Problem requirements | Copy the records below in full, keeping each word as it is but omitting the pictures.

Collected data entries |
******

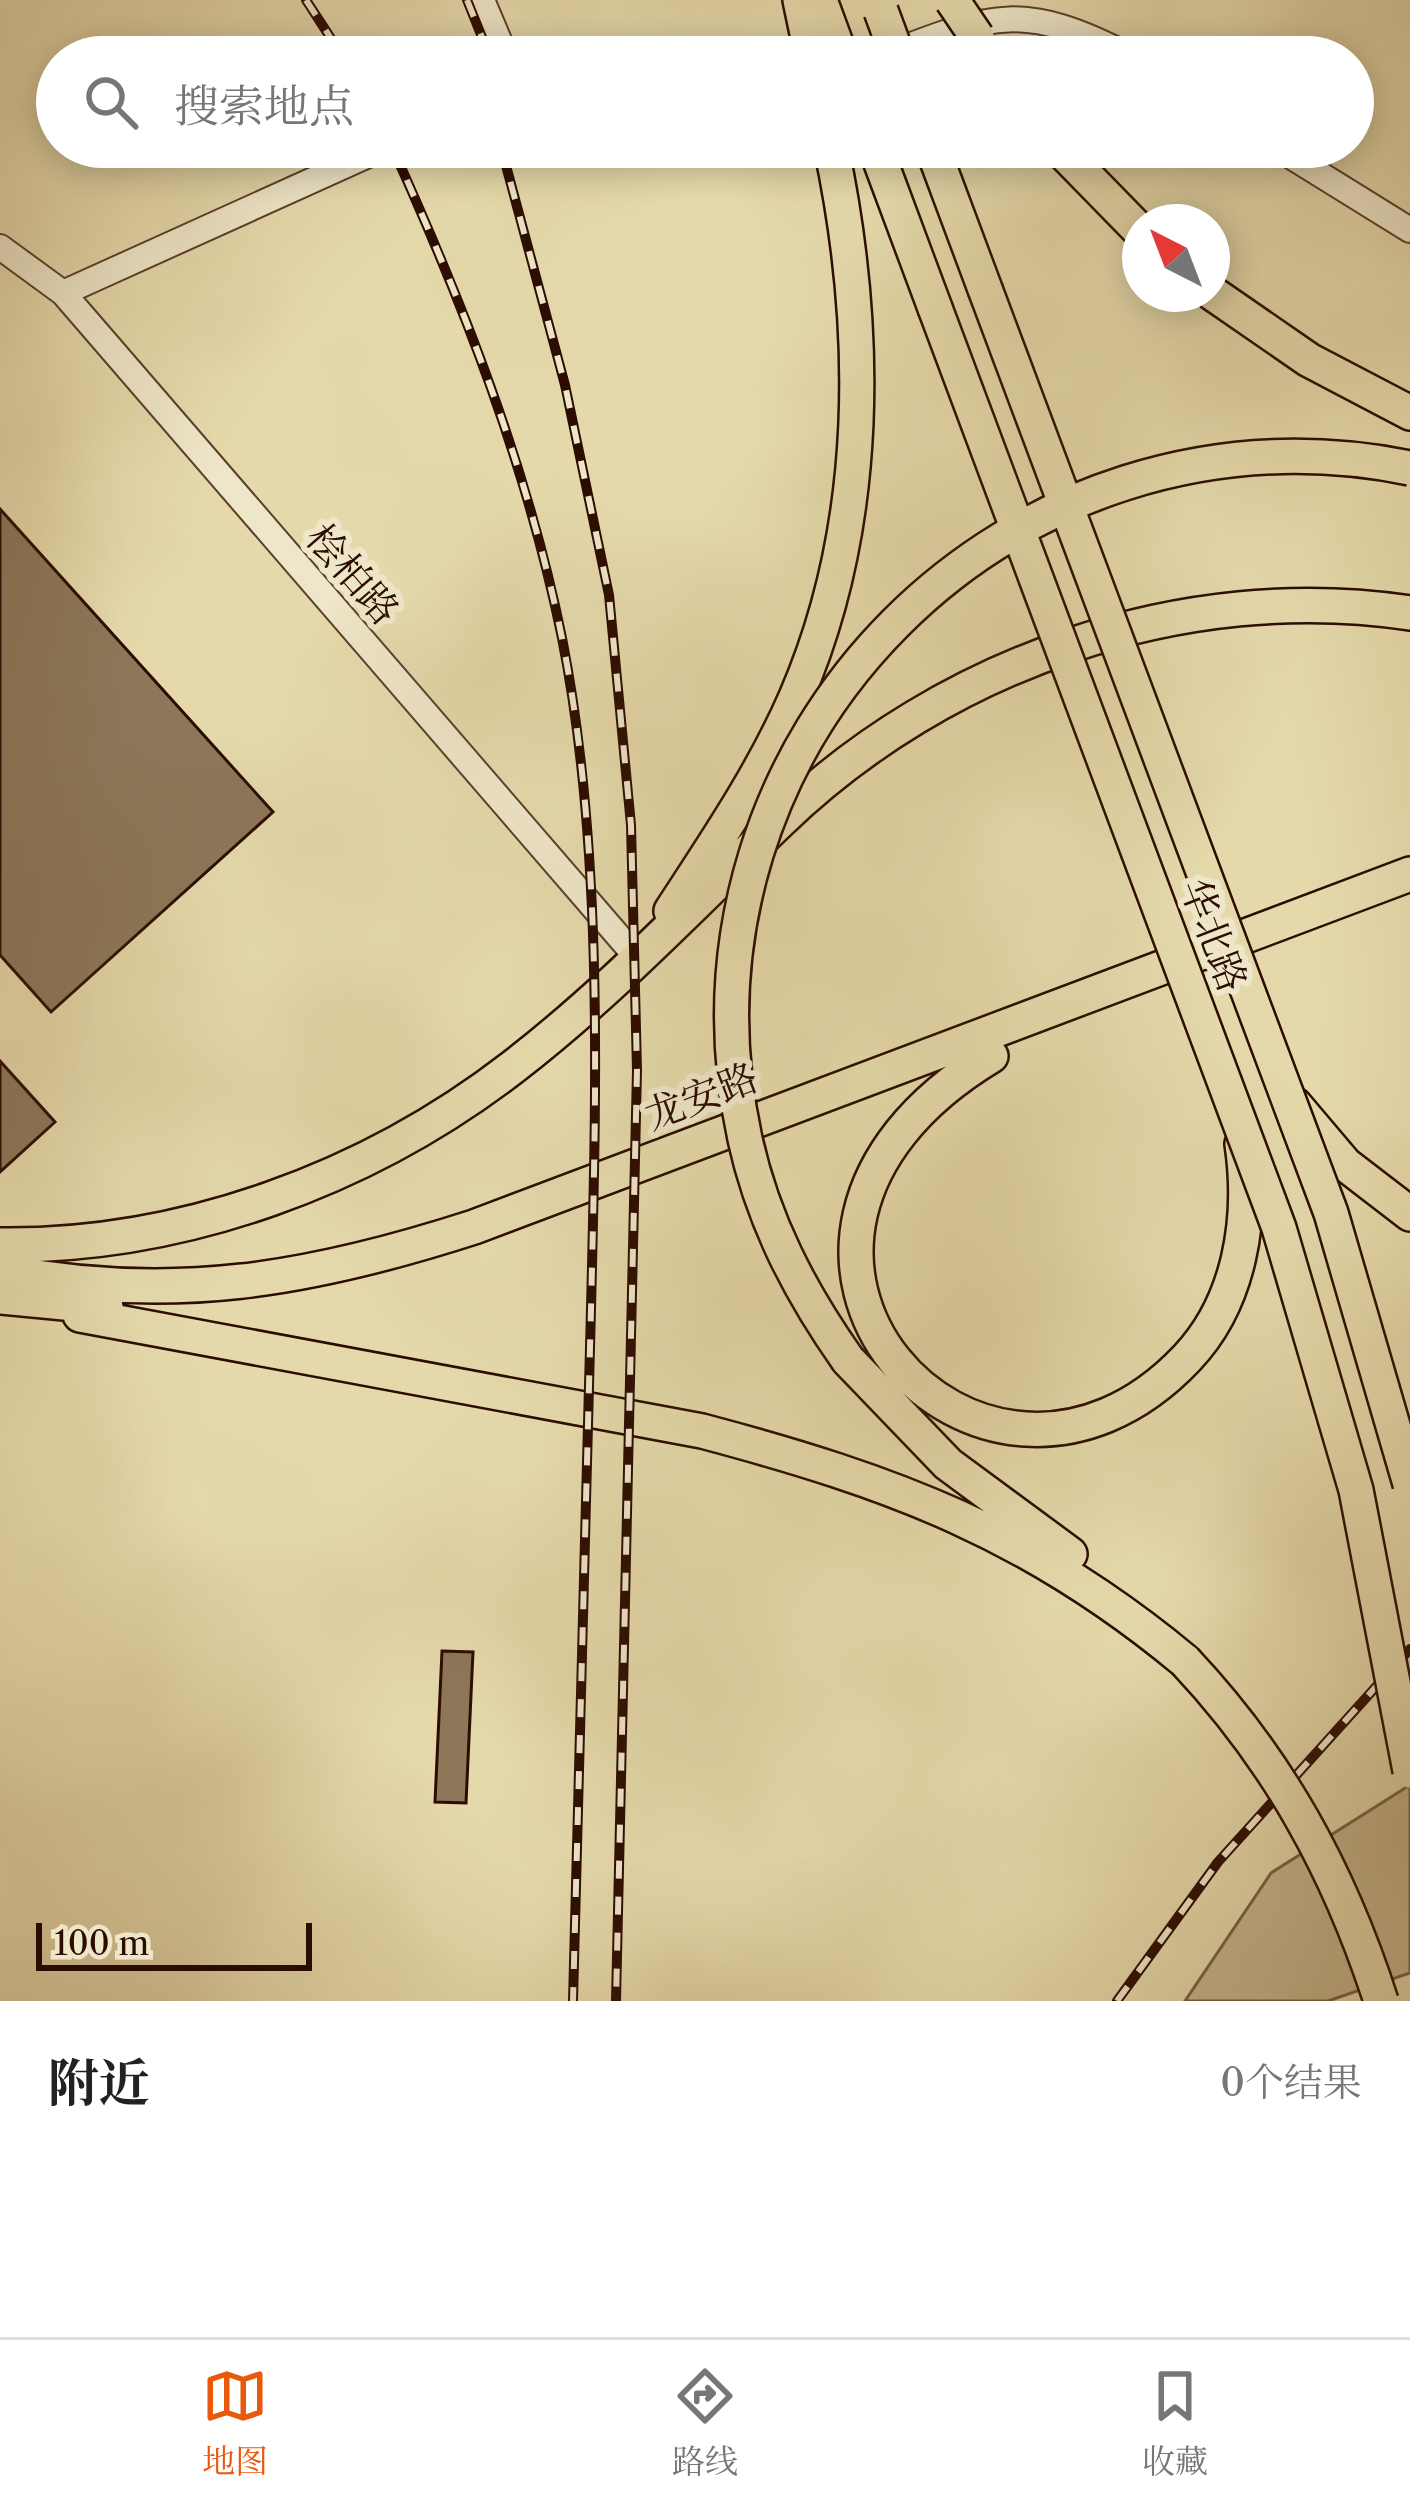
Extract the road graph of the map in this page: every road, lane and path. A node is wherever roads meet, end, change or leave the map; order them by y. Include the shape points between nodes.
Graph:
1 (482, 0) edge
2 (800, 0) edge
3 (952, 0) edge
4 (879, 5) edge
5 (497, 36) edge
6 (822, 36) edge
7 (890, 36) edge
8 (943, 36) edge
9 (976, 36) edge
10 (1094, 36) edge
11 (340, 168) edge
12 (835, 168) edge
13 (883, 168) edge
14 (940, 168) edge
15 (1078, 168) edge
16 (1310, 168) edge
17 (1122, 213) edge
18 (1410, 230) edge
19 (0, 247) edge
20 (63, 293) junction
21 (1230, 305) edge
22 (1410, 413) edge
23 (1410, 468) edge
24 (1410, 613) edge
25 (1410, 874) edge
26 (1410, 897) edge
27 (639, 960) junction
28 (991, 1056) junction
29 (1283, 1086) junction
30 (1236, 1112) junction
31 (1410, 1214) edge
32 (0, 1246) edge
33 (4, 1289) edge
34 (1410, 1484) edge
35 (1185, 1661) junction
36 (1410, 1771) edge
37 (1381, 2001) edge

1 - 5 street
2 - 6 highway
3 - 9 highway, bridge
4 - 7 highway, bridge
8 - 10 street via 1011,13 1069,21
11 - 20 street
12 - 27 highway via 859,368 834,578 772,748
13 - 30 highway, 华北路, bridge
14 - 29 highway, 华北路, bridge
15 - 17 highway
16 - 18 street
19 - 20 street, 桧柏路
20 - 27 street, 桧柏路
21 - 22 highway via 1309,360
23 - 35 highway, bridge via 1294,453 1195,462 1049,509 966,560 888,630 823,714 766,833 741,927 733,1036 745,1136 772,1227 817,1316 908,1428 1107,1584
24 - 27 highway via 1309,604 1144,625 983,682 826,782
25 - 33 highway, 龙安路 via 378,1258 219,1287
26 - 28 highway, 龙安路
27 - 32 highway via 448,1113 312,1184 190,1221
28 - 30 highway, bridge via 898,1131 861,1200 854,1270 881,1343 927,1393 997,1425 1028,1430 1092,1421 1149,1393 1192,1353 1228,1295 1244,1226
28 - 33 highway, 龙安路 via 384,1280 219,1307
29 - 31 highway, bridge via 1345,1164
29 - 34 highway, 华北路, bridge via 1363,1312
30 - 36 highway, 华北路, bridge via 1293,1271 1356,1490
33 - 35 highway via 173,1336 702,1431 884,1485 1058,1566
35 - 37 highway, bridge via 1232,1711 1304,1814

******

Answer section |
Extract the road graph of the map in this page: every road, lane and path. A node is wherever roads meet, end, change or leave the map; order them by y. Include the shape points between nodes.
Graph:
1 (482, 0) edge
2 (800, 0) edge
3 (952, 0) edge
4 (879, 5) edge
5 (497, 36) edge
6 (822, 36) edge
7 (890, 36) edge
8 (943, 36) edge
9 (976, 36) edge
10 (1094, 36) edge
11 (340, 168) edge
12 (835, 168) edge
13 (883, 168) edge
14 (940, 168) edge
15 (1078, 168) edge
16 (1310, 168) edge
17 (1122, 213) edge
18 (1410, 230) edge
19 (0, 247) edge
20 (63, 293) junction
21 (1230, 305) edge
22 (1410, 413) edge
23 (1410, 468) edge
24 (1410, 613) edge
25 (1410, 874) edge
26 (1410, 897) edge
27 (639, 960) junction
28 (991, 1056) junction
29 (1283, 1086) junction
30 (1236, 1112) junction
31 (1410, 1214) edge
32 (0, 1246) edge
33 (4, 1289) edge
34 (1410, 1484) edge
35 (1185, 1661) junction
36 (1410, 1771) edge
37 (1381, 2001) edge

1 - 5 street
2 - 6 highway
3 - 9 highway, bridge
4 - 7 highway, bridge
8 - 10 street via 1011,13 1069,21
11 - 20 street
12 - 27 highway via 859,368 834,578 772,748
13 - 30 highway, 华北路, bridge
14 - 29 highway, 华北路, bridge
15 - 17 highway
16 - 18 street
19 - 20 street, 桧柏路
20 - 27 street, 桧柏路
21 - 22 highway via 1309,360
23 - 35 highway, bridge via 1294,453 1195,462 1049,509 966,560 888,630 823,714 766,833 741,927 733,1036 745,1136 772,1227 817,1316 908,1428 1107,1584
24 - 27 highway via 1309,604 1144,625 983,682 826,782
25 - 33 highway, 龙安路 via 378,1258 219,1287
26 - 28 highway, 龙安路
27 - 32 highway via 448,1113 312,1184 190,1221
28 - 30 highway, bridge via 898,1131 861,1200 854,1270 881,1343 927,1393 997,1425 1028,1430 1092,1421 1149,1393 1192,1353 1228,1295 1244,1226
28 - 33 highway, 龙安路 via 384,1280 219,1307
29 - 31 highway, bridge via 1345,1164
29 - 34 highway, 华北路, bridge via 1363,1312
30 - 36 highway, 华北路, bridge via 1293,1271 1356,1490
33 - 35 highway via 173,1336 702,1431 884,1485 1058,1566
35 - 37 highway, bridge via 1232,1711 1304,1814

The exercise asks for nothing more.